What is needed - Copy every line of the data below exactly as given, except for the pictures.

Data for processing -

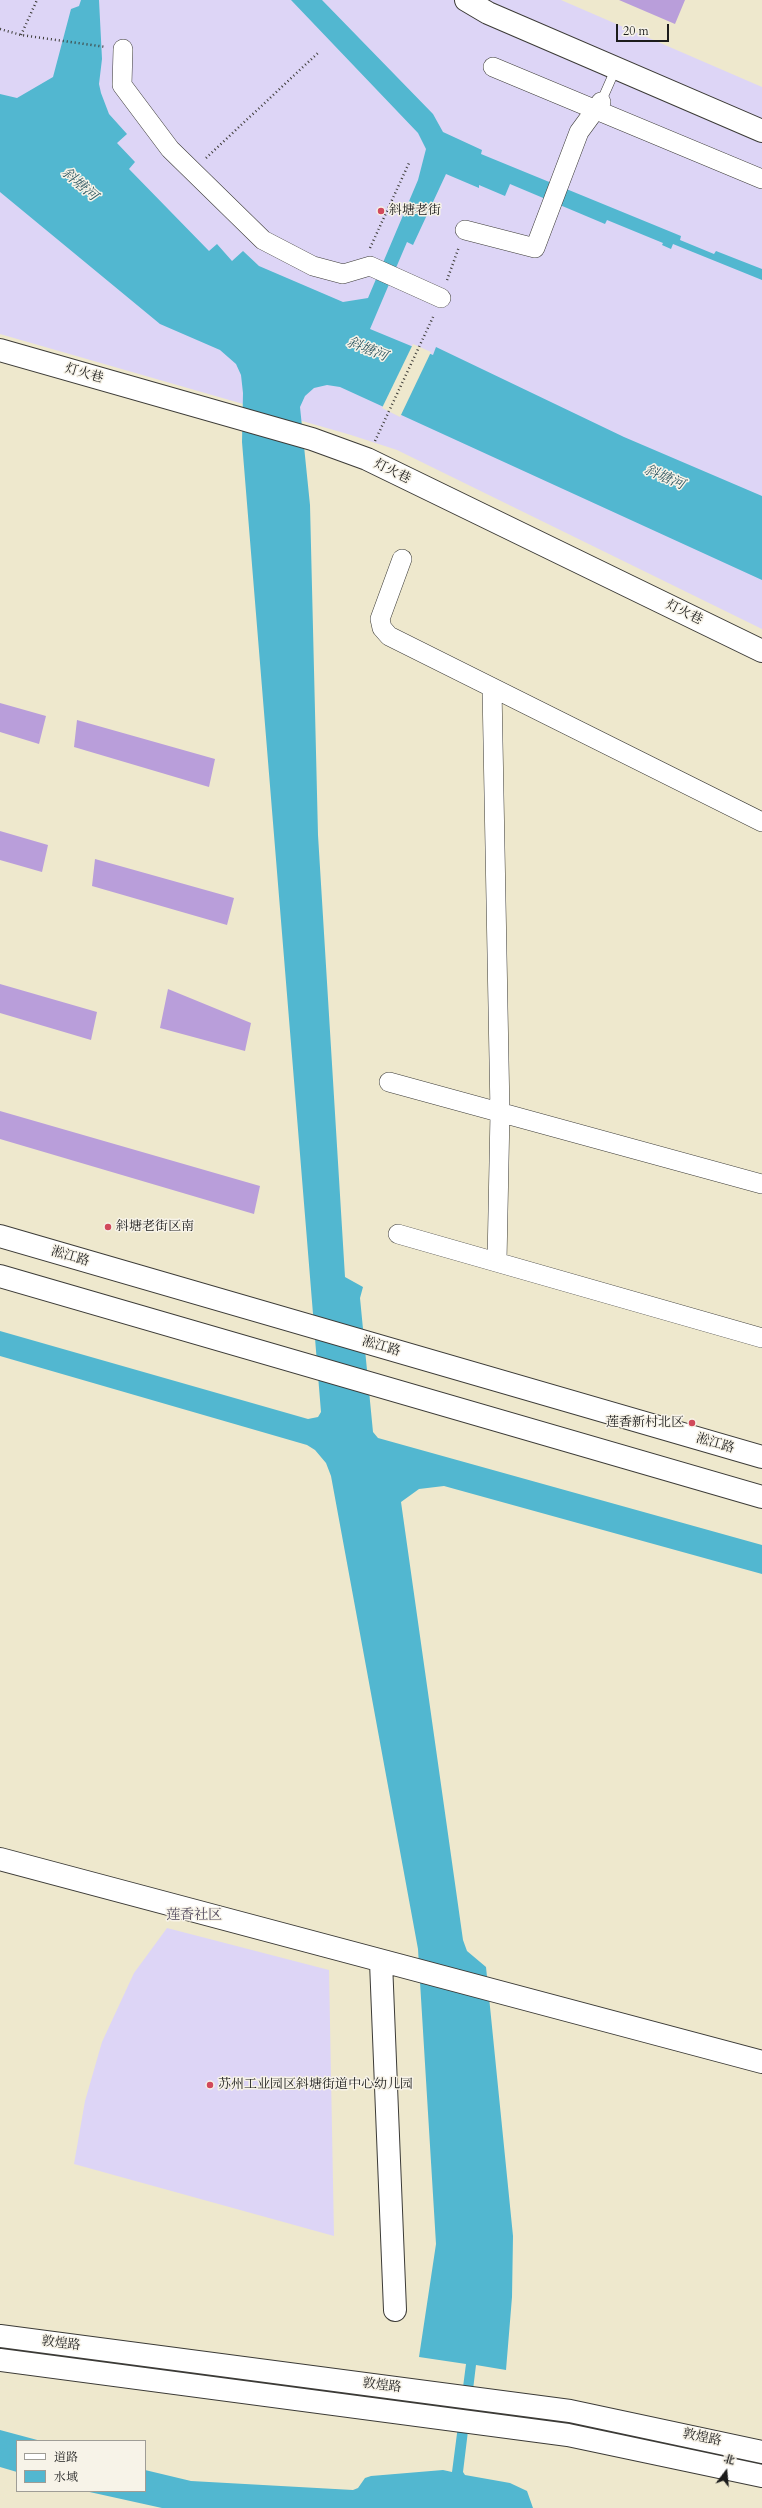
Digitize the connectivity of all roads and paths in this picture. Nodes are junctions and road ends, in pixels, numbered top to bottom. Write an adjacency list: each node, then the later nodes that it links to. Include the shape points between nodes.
1 (37, 0): 4 (path)
2 (466, 0): 8 (main road, via 488,13)
3 (0, 29): 4 (path)
4 (21, 35): 5 (path)
5 (123, 49): 12 (street, via 122,85 170,149)
6 (319, 52): 12 (path)
7 (493, 67): 9 (street)
8 (616, 68): 9 (lane); 10 (main road)
9 (599, 106): 13 (street); 14 (street, via 579,132 535,248)
10 (762, 131)
11 (409, 163): 15 (path)
12 (192, 171): 15 (street, via 263,240 313,266 343,274)
13 (762, 180)
14 (465, 230): 16 (path)
15 (361, 269): 16 (street, via 370,266)
16 (441, 298): 18 (path)
17 (0, 350): 20 (main road, 灯火巷, via 312,439 367,459)
18 (381, 429)
19 (402, 559): 21 (street, via 382,609 382,628 389,636)
20 (762, 651)
21 (492, 688): 22 (street); 24 (street)
22 (762, 822)
23 (389, 1082): 24 (street)
24 (500, 1113): 25 (street); 28 (street)
25 (762, 1184)
26 (398, 1234): 28 (street)
27 (0, 1236): 31 (main road, 淞江路)
28 (497, 1261): 30 (street)
29 (0, 1276): 32 (main road)
30 (762, 1338)
31 (762, 1458)
32 (762, 1497)
33 (0, 1859): 34 (main road)
34 (381, 1962): 35 (main road); 36 (main road)
35 (762, 2062)
36 (395, 2310)
37 (0, 2336): 39 (main road, 敦煌路, via 570,2411)
38 (0, 2360): 40 (main road, 敦煌路, via 568,2435)
39 (762, 2452)
40 (762, 2476)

Response to this exercise -
Digitize the connectivity of all roads and paths in this picture. Nodes are junctions and road ends, in pixels, numbered top to bottom. Write an adjacency list: each node, then the later nodes that it links to. Include the shape points between nodes.
1 (37, 0): 4 (path)
2 (466, 0): 8 (main road, via 488,13)
3 (0, 29): 4 (path)
4 (21, 35): 5 (path)
5 (123, 49): 12 (street, via 122,85 170,149)
6 (319, 52): 12 (path)
7 (493, 67): 9 (street)
8 (616, 68): 9 (lane); 10 (main road)
9 (599, 106): 13 (street); 14 (street, via 579,132 535,248)
10 (762, 131)
11 (409, 163): 15 (path)
12 (192, 171): 15 (street, via 263,240 313,266 343,274)
13 (762, 180)
14 (465, 230): 16 (path)
15 (361, 269): 16 (street, via 370,266)
16 (441, 298): 18 (path)
17 (0, 350): 20 (main road, 灯火巷, via 312,439 367,459)
18 (381, 429)
19 (402, 559): 21 (street, via 382,609 382,628 389,636)
20 (762, 651)
21 (492, 688): 22 (street); 24 (street)
22 (762, 822)
23 (389, 1082): 24 (street)
24 (500, 1113): 25 (street); 28 (street)
25 (762, 1184)
26 (398, 1234): 28 (street)
27 (0, 1236): 31 (main road, 淞江路)
28 (497, 1261): 30 (street)
29 (0, 1276): 32 (main road)
30 (762, 1338)
31 (762, 1458)
32 (762, 1497)
33 (0, 1859): 34 (main road)
34 (381, 1962): 35 (main road); 36 (main road)
35 (762, 2062)
36 (395, 2310)
37 (0, 2336): 39 (main road, 敦煌路, via 570,2411)
38 (0, 2360): 40 (main road, 敦煌路, via 568,2435)
39 (762, 2452)
40 (762, 2476)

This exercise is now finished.